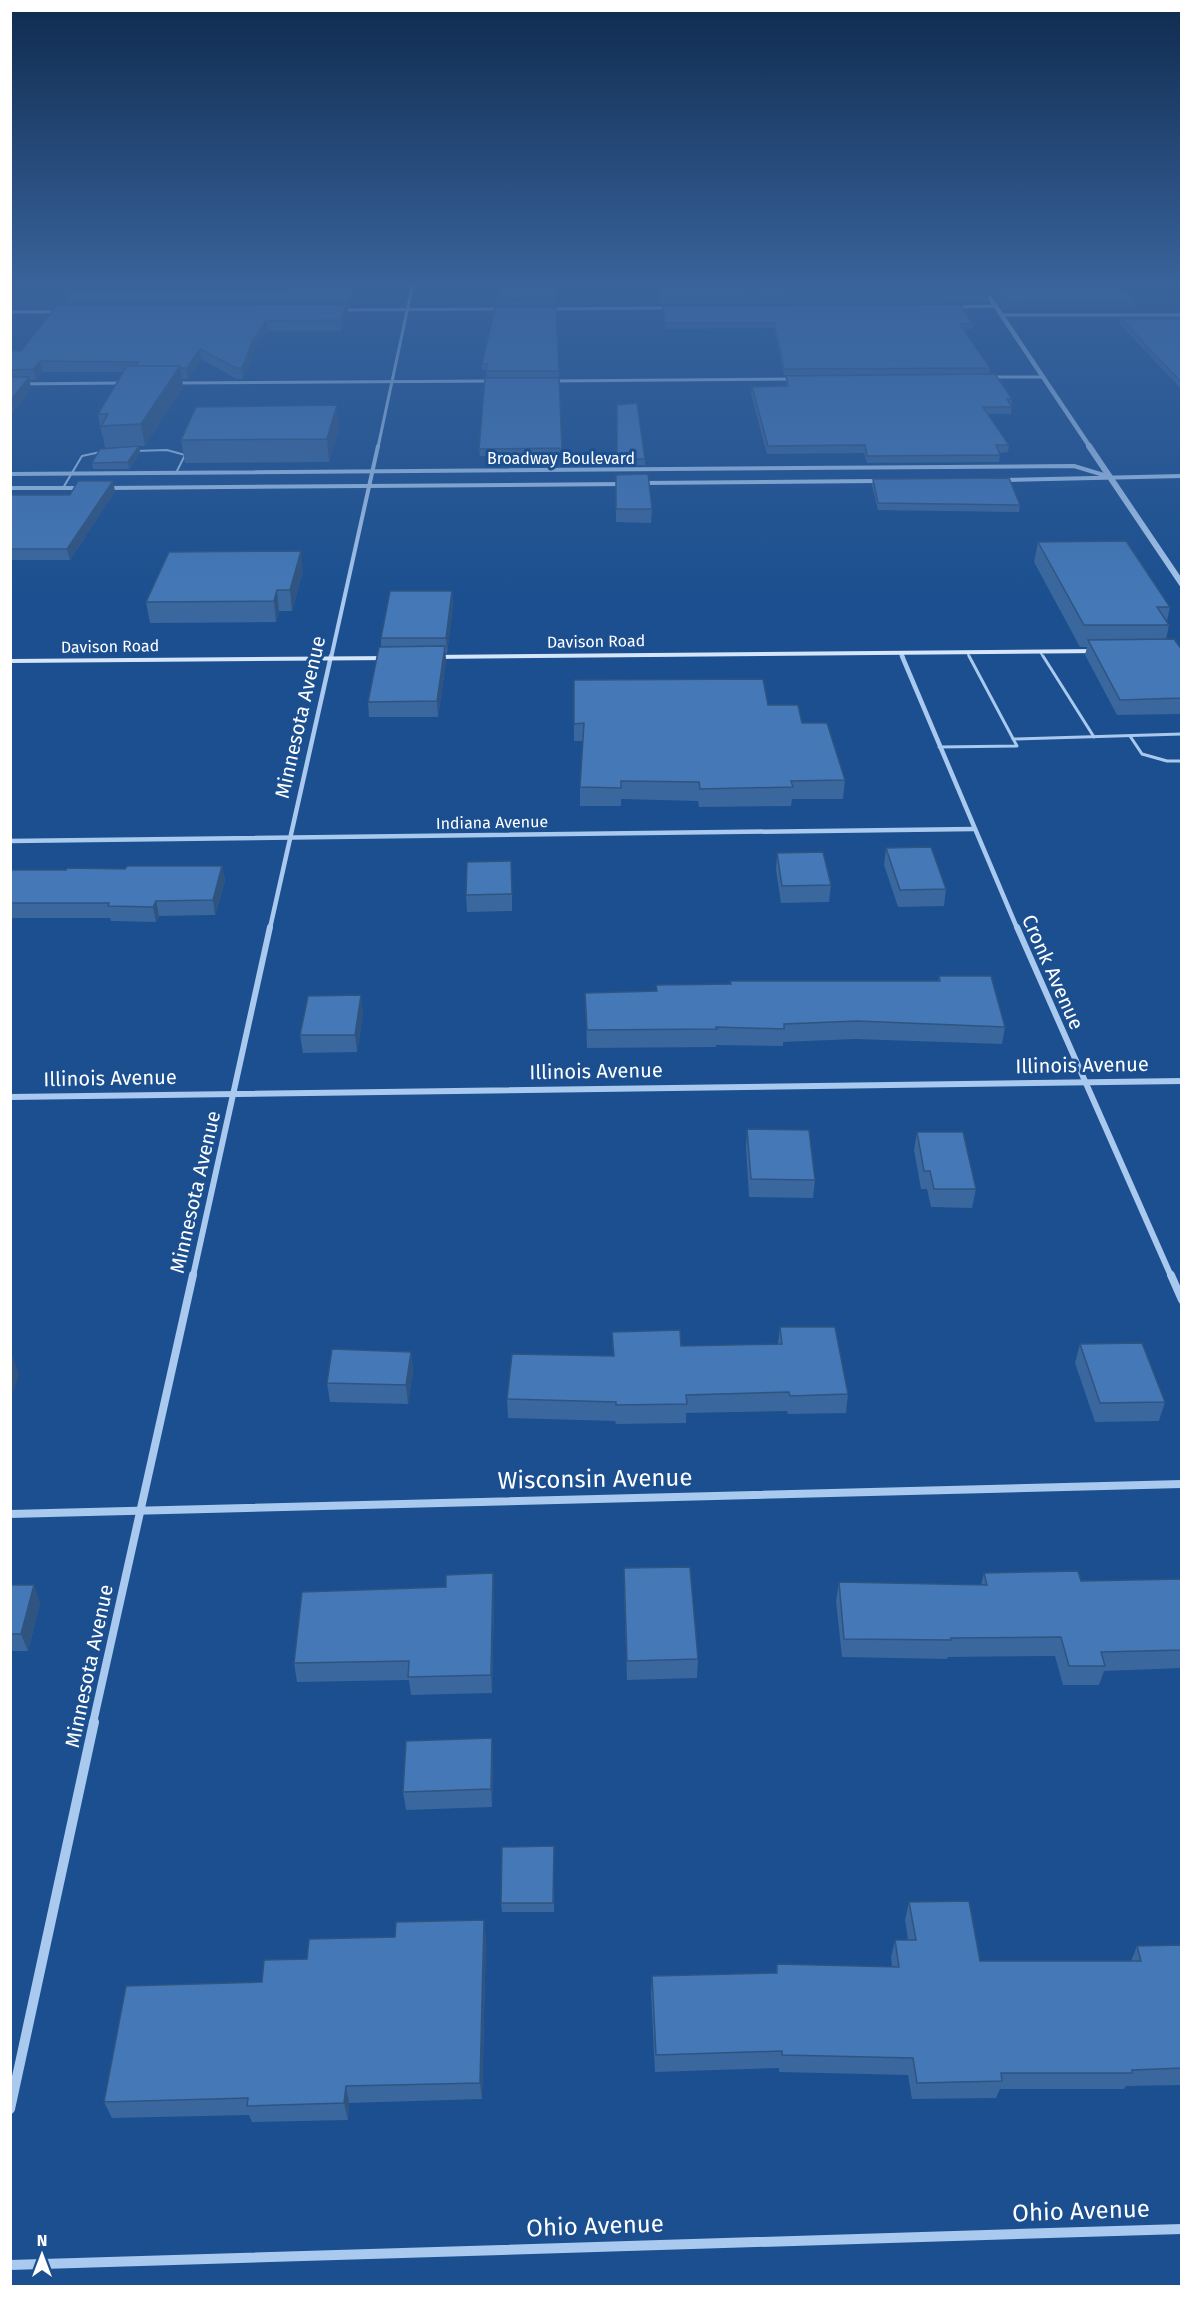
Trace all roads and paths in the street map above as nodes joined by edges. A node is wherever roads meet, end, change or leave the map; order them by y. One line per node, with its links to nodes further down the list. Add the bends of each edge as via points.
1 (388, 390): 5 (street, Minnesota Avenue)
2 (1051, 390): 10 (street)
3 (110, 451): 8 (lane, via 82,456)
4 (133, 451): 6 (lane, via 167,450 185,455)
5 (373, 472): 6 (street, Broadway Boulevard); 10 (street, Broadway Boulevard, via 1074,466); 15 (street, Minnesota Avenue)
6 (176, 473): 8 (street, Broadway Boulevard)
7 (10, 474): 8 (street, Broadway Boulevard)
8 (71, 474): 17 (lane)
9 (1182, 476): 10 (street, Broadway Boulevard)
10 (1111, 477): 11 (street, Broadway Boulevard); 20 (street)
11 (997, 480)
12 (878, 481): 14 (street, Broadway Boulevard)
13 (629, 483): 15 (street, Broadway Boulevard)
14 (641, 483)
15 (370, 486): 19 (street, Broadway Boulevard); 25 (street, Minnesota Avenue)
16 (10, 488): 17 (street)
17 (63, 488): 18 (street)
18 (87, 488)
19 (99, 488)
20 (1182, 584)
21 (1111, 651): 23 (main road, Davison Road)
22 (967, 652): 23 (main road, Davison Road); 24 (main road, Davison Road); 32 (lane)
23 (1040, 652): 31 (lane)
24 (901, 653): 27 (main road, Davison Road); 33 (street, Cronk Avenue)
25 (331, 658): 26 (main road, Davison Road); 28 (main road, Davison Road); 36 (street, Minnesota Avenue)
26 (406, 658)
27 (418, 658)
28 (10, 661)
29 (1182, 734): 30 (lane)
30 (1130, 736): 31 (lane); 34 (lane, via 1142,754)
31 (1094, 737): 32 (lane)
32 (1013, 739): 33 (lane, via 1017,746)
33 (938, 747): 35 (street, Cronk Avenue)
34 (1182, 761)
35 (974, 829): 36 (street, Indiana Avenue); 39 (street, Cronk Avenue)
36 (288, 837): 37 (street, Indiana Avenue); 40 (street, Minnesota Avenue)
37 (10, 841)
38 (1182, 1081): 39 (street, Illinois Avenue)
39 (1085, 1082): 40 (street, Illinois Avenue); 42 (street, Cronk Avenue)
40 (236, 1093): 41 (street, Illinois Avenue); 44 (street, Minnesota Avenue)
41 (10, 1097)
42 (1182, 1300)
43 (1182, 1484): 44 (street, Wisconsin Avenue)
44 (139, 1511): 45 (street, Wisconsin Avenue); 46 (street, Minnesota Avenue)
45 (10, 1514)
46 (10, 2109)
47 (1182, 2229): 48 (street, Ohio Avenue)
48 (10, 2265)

==

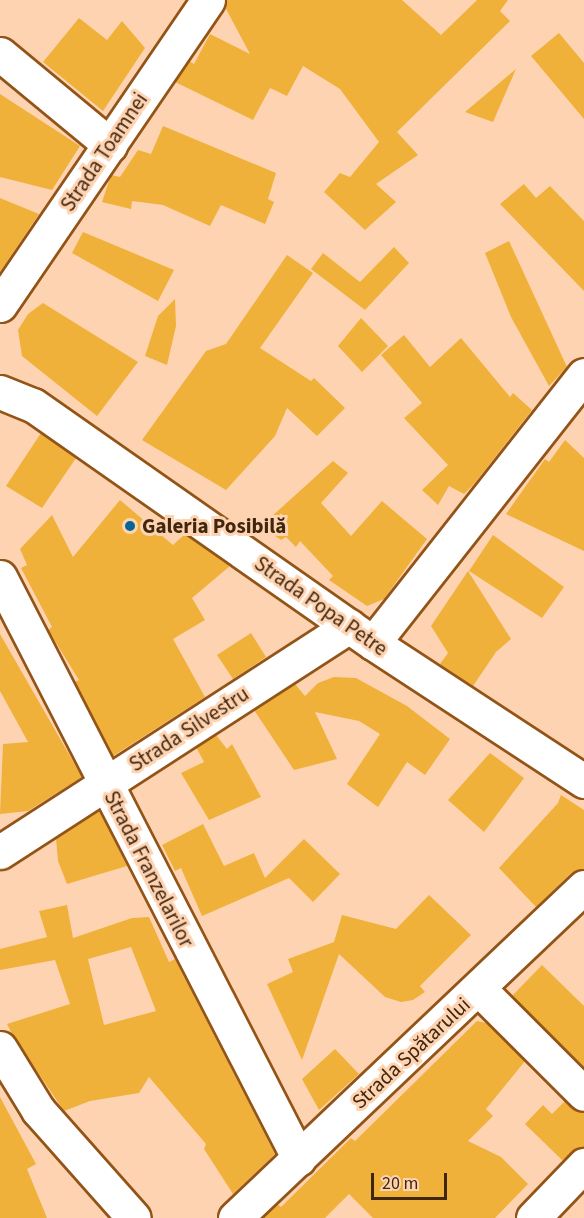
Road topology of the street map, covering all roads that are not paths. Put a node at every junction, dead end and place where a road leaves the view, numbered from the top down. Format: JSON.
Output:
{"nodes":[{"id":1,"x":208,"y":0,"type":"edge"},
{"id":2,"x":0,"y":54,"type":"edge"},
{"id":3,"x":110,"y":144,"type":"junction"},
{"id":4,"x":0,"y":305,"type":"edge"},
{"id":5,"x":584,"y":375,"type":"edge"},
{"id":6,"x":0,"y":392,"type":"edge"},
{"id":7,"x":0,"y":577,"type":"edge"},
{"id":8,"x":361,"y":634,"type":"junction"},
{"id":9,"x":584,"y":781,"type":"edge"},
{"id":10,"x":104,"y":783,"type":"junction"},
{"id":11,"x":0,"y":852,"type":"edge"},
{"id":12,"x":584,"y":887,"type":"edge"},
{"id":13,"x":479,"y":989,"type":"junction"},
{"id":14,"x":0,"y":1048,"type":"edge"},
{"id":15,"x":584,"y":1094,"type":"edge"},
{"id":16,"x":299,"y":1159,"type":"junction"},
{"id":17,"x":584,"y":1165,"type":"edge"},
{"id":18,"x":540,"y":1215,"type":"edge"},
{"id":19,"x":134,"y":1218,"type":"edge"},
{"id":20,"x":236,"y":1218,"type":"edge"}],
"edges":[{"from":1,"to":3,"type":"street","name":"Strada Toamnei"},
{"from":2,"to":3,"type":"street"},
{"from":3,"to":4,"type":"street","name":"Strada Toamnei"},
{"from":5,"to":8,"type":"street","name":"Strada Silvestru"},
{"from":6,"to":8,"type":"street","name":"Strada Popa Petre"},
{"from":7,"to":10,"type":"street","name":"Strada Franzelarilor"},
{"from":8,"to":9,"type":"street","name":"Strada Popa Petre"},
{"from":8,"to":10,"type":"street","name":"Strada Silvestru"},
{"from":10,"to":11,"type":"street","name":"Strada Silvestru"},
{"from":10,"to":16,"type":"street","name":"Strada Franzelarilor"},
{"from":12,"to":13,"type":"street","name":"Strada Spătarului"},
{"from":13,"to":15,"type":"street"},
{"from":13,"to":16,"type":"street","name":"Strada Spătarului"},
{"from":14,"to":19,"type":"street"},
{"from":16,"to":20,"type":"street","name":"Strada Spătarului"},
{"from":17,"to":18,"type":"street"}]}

...

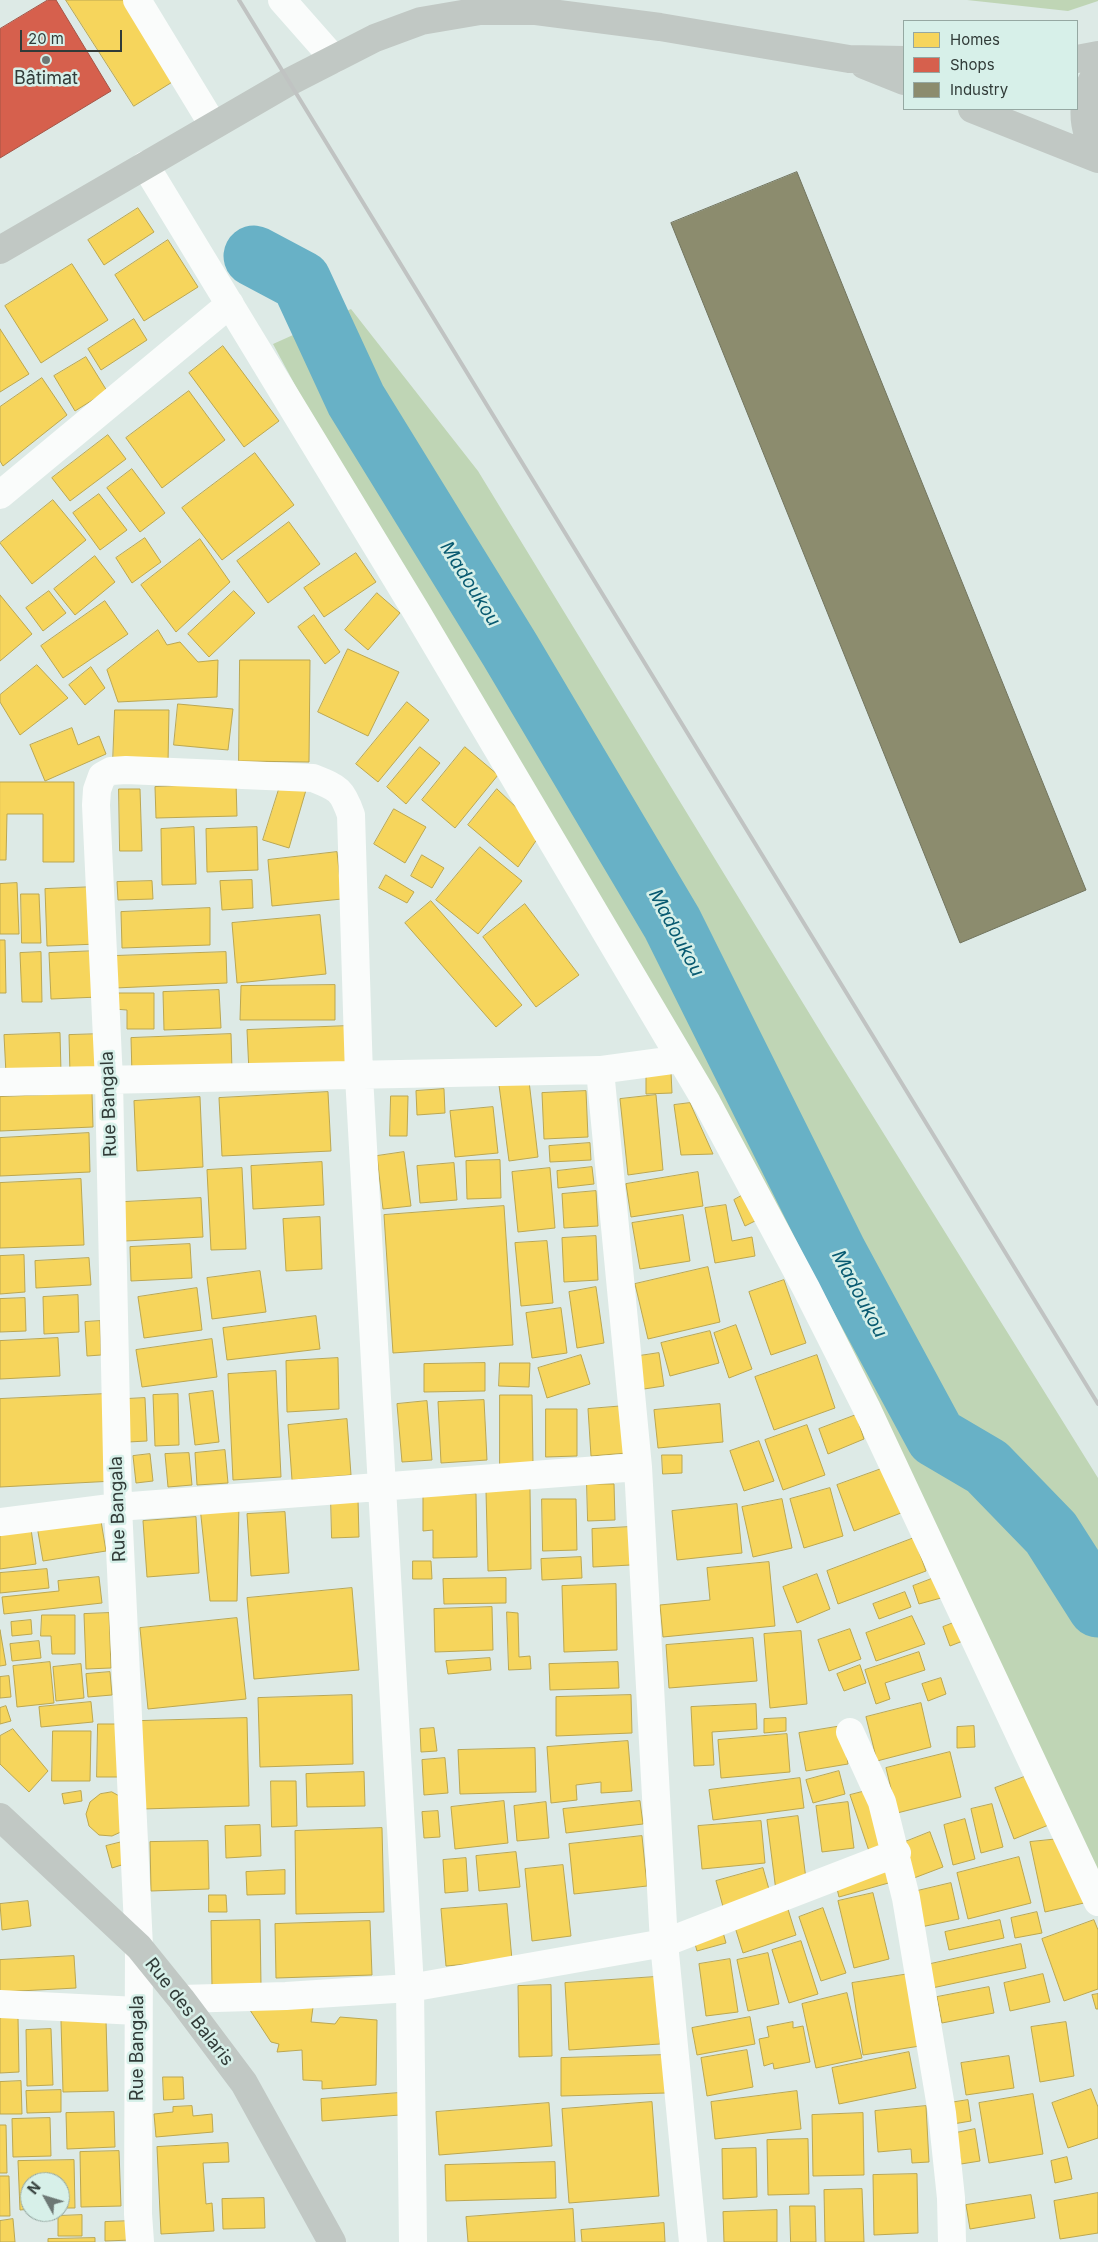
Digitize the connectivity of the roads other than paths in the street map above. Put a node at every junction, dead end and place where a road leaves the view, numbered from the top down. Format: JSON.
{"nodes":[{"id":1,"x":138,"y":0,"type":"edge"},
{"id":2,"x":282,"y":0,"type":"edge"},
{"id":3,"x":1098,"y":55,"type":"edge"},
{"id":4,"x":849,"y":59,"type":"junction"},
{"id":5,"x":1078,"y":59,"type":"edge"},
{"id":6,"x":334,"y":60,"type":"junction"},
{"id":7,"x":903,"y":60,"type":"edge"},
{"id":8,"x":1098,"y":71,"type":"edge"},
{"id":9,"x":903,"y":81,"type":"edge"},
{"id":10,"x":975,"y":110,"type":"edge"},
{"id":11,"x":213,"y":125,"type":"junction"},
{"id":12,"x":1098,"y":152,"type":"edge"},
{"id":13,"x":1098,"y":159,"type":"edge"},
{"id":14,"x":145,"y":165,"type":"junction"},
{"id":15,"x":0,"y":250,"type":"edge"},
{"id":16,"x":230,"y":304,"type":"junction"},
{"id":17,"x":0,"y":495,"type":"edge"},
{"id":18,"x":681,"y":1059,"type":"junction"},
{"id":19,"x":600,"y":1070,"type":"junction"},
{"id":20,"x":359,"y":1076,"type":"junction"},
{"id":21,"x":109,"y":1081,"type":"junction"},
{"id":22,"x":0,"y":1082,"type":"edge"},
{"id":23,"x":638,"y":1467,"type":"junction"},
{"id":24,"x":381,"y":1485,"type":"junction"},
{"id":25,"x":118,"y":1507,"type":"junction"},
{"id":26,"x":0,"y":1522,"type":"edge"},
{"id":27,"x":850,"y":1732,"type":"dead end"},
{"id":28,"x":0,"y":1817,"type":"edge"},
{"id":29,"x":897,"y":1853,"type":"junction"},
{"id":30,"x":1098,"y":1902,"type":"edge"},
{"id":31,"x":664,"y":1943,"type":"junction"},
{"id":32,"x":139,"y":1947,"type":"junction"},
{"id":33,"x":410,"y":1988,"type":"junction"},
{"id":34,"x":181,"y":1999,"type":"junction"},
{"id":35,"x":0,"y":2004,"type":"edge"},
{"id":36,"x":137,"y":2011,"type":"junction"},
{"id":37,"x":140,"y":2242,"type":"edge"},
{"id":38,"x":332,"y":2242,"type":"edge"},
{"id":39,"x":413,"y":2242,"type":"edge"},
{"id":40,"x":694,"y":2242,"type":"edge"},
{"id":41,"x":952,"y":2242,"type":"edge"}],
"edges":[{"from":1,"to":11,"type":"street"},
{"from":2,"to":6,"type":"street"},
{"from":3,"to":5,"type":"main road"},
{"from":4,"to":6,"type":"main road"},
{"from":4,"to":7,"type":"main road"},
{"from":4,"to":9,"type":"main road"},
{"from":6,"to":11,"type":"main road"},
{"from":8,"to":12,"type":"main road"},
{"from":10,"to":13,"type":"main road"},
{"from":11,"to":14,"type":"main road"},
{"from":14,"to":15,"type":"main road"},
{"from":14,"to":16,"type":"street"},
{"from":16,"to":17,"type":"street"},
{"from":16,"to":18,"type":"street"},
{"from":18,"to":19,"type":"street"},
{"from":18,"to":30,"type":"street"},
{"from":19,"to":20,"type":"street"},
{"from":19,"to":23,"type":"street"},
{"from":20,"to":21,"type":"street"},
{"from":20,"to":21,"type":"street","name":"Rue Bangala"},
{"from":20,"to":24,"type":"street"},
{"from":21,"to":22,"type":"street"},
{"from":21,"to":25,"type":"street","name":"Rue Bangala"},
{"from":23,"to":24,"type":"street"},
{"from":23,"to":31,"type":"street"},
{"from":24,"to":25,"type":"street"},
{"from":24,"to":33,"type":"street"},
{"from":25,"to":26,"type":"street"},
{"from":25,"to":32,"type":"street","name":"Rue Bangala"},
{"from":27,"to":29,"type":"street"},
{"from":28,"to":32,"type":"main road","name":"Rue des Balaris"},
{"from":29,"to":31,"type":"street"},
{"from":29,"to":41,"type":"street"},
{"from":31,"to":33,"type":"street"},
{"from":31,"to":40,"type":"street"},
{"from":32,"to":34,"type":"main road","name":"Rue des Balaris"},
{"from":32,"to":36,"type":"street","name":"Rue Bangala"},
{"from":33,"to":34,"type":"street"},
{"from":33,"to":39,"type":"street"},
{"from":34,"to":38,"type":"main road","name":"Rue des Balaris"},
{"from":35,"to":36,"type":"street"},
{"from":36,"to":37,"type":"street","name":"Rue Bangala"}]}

**What is required**
Which lines of the data include the string "Davison"? Find them and copy each one.

**Problem solution**
21 (1111, 651): 23 (main road, Davison Road)
22 (967, 652): 23 (main road, Davison Road); 24 (main road, Davison Road); 32 (lane)
24 (901, 653): 27 (main road, Davison Road); 33 (street, Cronk Avenue)
25 (331, 658): 26 (main road, Davison Road); 28 (main road, Davison Road); 36 (street, Minnesota Avenue)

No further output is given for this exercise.